TASK INSTRUCTIONS.
Please copy every line of the records below that holds the word "Baja".

════════════════════

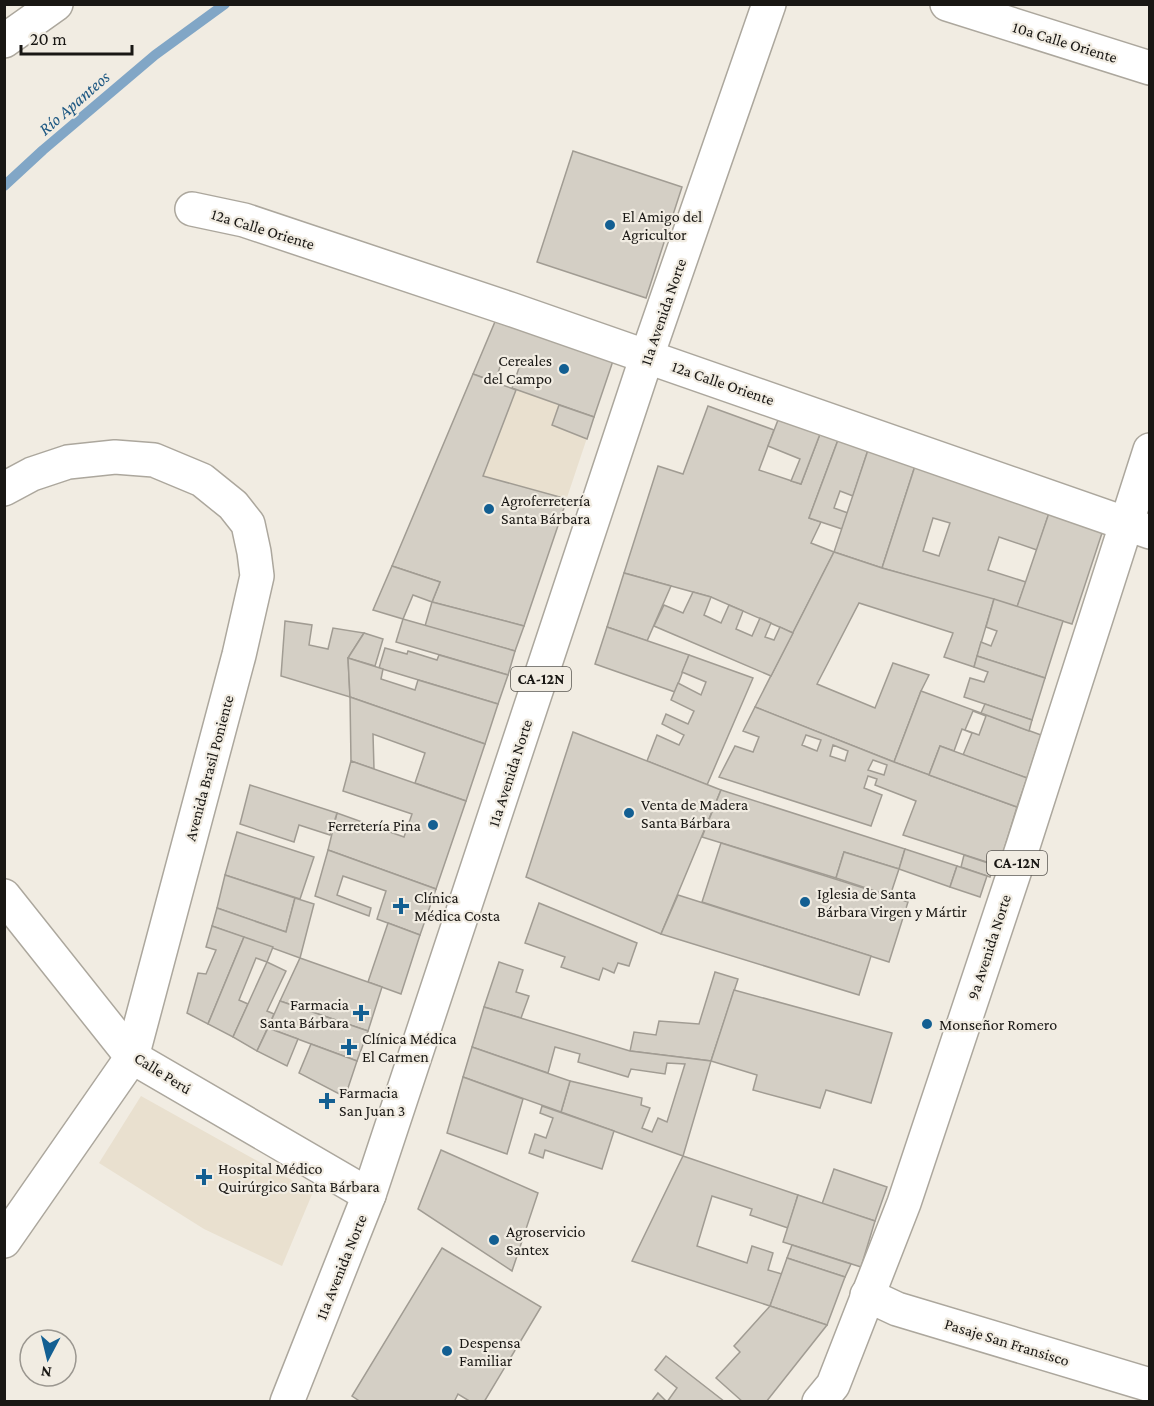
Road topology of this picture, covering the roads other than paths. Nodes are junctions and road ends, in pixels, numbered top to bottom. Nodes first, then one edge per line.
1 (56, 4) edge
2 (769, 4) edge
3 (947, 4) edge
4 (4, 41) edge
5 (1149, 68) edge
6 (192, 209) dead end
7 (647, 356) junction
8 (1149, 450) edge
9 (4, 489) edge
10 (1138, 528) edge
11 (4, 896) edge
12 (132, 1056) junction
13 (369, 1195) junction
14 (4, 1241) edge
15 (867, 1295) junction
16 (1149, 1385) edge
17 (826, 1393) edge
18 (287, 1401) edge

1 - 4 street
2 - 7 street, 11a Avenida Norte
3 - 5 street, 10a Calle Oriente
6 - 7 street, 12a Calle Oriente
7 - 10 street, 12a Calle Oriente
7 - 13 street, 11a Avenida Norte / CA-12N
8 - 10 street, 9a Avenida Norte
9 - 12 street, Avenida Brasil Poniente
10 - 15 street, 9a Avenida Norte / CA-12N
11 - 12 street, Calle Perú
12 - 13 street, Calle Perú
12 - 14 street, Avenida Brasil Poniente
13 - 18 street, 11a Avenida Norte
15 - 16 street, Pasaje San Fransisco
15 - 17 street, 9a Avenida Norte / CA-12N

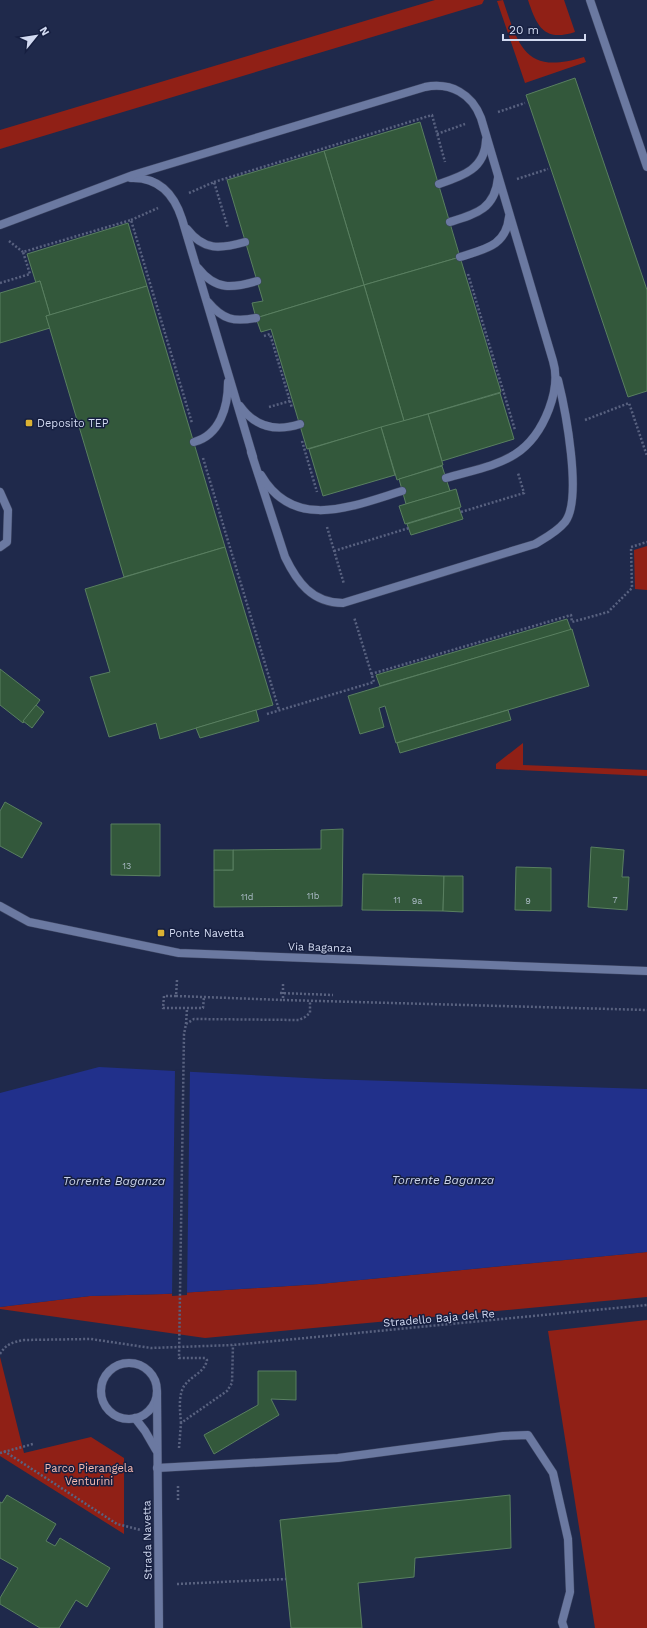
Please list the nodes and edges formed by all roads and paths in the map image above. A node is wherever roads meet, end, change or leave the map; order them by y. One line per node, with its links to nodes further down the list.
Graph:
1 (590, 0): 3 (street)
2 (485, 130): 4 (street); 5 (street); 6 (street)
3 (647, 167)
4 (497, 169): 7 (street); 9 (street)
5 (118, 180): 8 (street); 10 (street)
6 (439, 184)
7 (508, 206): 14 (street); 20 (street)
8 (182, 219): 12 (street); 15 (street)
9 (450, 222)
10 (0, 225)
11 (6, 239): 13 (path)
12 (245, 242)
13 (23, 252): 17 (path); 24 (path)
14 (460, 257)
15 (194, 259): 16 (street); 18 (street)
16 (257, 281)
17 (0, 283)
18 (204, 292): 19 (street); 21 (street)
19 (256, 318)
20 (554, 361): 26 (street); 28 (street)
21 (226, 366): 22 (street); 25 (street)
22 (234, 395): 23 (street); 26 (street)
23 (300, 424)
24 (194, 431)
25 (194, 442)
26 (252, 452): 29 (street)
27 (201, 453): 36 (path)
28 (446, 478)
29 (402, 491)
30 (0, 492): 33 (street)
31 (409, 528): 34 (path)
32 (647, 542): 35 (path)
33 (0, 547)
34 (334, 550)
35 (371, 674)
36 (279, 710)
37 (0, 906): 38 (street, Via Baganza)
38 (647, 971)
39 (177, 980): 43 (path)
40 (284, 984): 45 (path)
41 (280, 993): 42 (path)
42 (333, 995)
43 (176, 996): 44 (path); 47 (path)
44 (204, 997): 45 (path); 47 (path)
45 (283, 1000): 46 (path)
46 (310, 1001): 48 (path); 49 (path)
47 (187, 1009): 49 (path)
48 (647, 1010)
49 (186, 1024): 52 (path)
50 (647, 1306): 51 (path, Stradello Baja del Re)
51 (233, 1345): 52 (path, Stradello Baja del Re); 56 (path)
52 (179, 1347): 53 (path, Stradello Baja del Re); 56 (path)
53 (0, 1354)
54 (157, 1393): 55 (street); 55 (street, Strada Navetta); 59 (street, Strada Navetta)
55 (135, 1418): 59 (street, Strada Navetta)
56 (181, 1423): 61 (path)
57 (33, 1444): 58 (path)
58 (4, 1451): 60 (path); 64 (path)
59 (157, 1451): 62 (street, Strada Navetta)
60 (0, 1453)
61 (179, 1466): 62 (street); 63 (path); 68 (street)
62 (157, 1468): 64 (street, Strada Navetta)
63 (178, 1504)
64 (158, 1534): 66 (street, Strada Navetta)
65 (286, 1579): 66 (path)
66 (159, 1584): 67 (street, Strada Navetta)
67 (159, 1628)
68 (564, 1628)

════════════════════

PROBLEM SOLUTION.
50 (647, 1306): 51 (path, Stradello Baja del Re)
51 (233, 1345): 52 (path, Stradello Baja del Re); 56 (path)
52 (179, 1347): 53 (path, Stradello Baja del Re); 56 (path)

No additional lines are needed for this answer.